I’ve thought for a long time that texts in coursebooks, both listening and reading, may be the most neglected resources available for our learners.

If you grab a coursebook near you and open it at a random and take a look at a listening activity, you will almost definitely find the following formula:
1)     Pre-listening task to make the students familiar with the topic
2)     A question so the students get the general idea about the listening
3)     Some questions so the students get more detailed information from the listening
4)     Follow up work on a grammar or vocabulary point.
5)     Some follow up questions to discuss the topic which aim to recycle the target language.
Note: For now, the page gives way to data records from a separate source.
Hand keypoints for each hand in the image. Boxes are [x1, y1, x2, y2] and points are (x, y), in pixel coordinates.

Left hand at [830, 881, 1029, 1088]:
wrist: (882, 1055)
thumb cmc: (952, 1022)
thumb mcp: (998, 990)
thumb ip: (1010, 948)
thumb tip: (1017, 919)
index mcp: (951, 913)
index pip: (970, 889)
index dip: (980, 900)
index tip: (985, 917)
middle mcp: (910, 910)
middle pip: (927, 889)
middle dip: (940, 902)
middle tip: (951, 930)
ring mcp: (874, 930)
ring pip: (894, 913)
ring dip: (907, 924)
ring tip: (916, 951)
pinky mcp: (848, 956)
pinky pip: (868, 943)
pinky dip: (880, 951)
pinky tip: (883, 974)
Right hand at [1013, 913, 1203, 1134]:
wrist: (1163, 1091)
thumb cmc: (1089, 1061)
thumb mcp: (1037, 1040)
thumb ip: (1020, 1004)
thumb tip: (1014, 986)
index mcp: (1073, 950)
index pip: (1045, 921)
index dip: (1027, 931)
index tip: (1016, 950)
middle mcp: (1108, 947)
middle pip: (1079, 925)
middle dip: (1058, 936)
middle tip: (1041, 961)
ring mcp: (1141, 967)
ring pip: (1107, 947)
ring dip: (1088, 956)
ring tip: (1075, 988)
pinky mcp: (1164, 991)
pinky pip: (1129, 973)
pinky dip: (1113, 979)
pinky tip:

Which is fine, but it seems to me that texts are much richer in content than coursebooks have time to go into, especially the more advanced your students are. If you listen to a CPE level listening, you will find enough content to potentially support hours of lessons. There is a huge range of vocabulary to investigate (particularly collocations, metaphor and allusions); interesting grammar choices and sentence structures used; tone, intonation and register; organisational choices (how the information is presented and sequenced) among other items.
The problem, of course, is that we probably don’t have the luxury of spending those hours even if we want to as we have a limited amount of time with our students and a syllabus to follow. So even if we recognise the potential in the listening text, we probably don’t have the time to spend investigating it further. So what I try to do is to encourage my students to do a ‘deep dive’ into the listening using the transcript at the back of their coursebook. This begins in the classroom, after we have completed the usual activities in the book.
Firstly, I divide the text into chunks depending on the size of the class and the text. I give each student their own section to investigate, asking them to concentrate on the things they think are most useful for them. Often students concentrate only on unknown vocabulary but I think that is too limited an approach, so I ask them to think about NU language instead:
N = new
U = useful
(This is not my idea, but unfortunately I can’t remember where it came from)
I ask them to concentrate on language which they would like to use in their own English. Part of this is dealing with unclear elements of the listening, of course, but it can also involve ‘stealing’ things which they would like to incorporate into their own speaking. I want them to analyse these passages of the text and try to understand what it is that they can learn from it. It’s essentially asking them to concentrate on bridging the gap between their passive knowledge of what something means and their ability to reproduce it naturally themselves when they need it.
The students then get to work on their analysis of their part of the text, using their dictionaries and asking for my help to check meaning and use. They then share their findings with a small group, explaining why they think they think they are interesting. Group members are encouraged to make a note of what they hear from other members.
This is a time consuming activity, but I think it’s crucial if we wish for our students to become autonomous and self-reliant learners. These procedures can be used by the students at home, and I encourage them to do a deep dive whenever we do listening (or a reading, as it works just as well for that too) in their own time.